Goal of the exercise: Output the data below line for line, exactly, up to and including the line where "middle mcp: (297, 207)" appears.

Records supplied:
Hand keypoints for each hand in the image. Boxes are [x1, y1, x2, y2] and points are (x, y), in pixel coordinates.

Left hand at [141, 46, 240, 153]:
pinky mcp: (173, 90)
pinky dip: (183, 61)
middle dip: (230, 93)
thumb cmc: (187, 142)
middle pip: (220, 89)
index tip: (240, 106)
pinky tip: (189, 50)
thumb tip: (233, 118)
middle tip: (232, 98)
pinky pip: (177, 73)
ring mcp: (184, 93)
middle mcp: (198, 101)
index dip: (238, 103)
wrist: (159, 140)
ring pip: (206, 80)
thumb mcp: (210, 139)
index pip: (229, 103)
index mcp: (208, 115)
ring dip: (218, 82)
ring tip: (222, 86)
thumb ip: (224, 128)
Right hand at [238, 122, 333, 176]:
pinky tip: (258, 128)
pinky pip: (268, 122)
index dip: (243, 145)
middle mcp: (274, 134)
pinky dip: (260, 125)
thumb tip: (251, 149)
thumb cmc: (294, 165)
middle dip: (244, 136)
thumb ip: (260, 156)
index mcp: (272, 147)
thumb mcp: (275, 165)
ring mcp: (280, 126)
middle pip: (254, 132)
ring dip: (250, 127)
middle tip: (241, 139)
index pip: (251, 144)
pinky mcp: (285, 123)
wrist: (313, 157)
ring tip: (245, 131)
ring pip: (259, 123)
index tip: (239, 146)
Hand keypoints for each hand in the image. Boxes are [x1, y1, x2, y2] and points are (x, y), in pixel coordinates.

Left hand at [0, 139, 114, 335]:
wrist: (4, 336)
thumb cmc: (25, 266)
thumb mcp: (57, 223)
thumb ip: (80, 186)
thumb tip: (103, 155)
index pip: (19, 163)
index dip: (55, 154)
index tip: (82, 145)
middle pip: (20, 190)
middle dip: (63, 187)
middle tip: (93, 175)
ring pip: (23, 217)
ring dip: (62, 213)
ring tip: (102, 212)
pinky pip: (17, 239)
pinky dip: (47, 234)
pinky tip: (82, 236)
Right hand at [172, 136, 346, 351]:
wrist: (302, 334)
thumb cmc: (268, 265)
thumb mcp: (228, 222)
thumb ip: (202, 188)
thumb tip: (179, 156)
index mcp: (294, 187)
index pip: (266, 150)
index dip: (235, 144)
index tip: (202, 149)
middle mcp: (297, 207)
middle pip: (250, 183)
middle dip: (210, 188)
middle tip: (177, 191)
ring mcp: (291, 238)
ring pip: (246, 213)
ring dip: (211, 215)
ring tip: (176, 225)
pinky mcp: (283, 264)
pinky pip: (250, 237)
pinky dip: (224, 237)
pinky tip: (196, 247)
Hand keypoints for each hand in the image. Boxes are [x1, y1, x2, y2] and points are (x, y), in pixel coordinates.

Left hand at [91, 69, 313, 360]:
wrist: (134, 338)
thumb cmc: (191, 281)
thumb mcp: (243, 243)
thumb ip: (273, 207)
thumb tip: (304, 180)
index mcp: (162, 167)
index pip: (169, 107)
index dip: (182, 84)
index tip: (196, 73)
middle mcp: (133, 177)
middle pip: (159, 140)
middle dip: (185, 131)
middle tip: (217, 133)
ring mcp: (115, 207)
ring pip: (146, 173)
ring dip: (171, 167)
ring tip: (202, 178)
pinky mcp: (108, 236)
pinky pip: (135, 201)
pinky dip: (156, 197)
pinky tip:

Answer area:
Hand keypoints for each hand in the image. Boxes are [x1, y1, x2, y2] and points are (x, y), in pixel coordinates.

Left hand at [141, 46, 240, 153]:
pinky mcp: (173, 90)
pinky dip: (183, 61)
middle dip: (230, 93)
thumb cmc: (187, 142)
middle pip: (220, 89)
index tip: (240, 106)
pinky tip: (189, 50)
thumb tip: (233, 118)
middle tip: (232, 98)
pinky pip: (177, 73)
ring mcp: (184, 93)
middle mcp: (198, 101)
index dip: (238, 103)
wrist: (159, 140)
ring pip: (206, 80)
thumb mcp: (210, 139)
index pip: (229, 103)
index mcp: (208, 115)
ring dip: (218, 82)
ring tip: (222, 86)
thumb ip: (224, 128)
Right hand at [238, 122, 333, 176]:
pinky tip: (258, 128)
pinky pip: (268, 122)
index dip: (243, 145)
middle mcp: (274, 134)
pinky dip: (260, 125)
thumb tip: (251, 149)
thumb cmc: (294, 165)
middle dip: (244, 136)
thumb ip: (260, 156)
index mcp: (272, 147)
thumb mcp: (275, 165)
ring mcp: (280, 126)
middle pip: (254, 132)
ring dip: (250, 127)
middle tip: (241, 139)
index pip: (251, 144)
pinky mcp: (285, 123)
wrist: (313, 157)
ring tip: (245, 131)
ring pip: (259, 123)
index tip: (239, 146)
Hand keypoints for each hand in the image. Boxes are [x1, y1, x2, y2] and points are (x, y), in pixel coordinates.

Left hand at [0, 139, 114, 335]:
wrist: (4, 336)
thumb cmc: (25, 266)
thumb mcp: (57, 223)
thumb ip: (80, 186)
thumb tip: (103, 155)
index pip: (19, 163)
index dip: (55, 154)
index tip: (82, 145)
middle pip: (20, 190)
middle dip: (63, 187)
middle tip: (93, 175)
ring pip: (23, 217)
ring dip: (62, 213)
ring tip: (102, 212)
pinky pip: (17, 239)
pinky dip: (47, 234)
pinky tip: (82, 236)
Right hand at [172, 136, 346, 351]:
wrist: (302, 334)
thumb cmc: (268, 265)
thumb mcp: (228, 222)
thumb ip: (202, 188)
thumb tip: (179, 156)
index mcp: (294, 187)
index pip: (266, 150)
index dip: (235, 144)
index tip: (202, 149)
middle mcp: (297, 207)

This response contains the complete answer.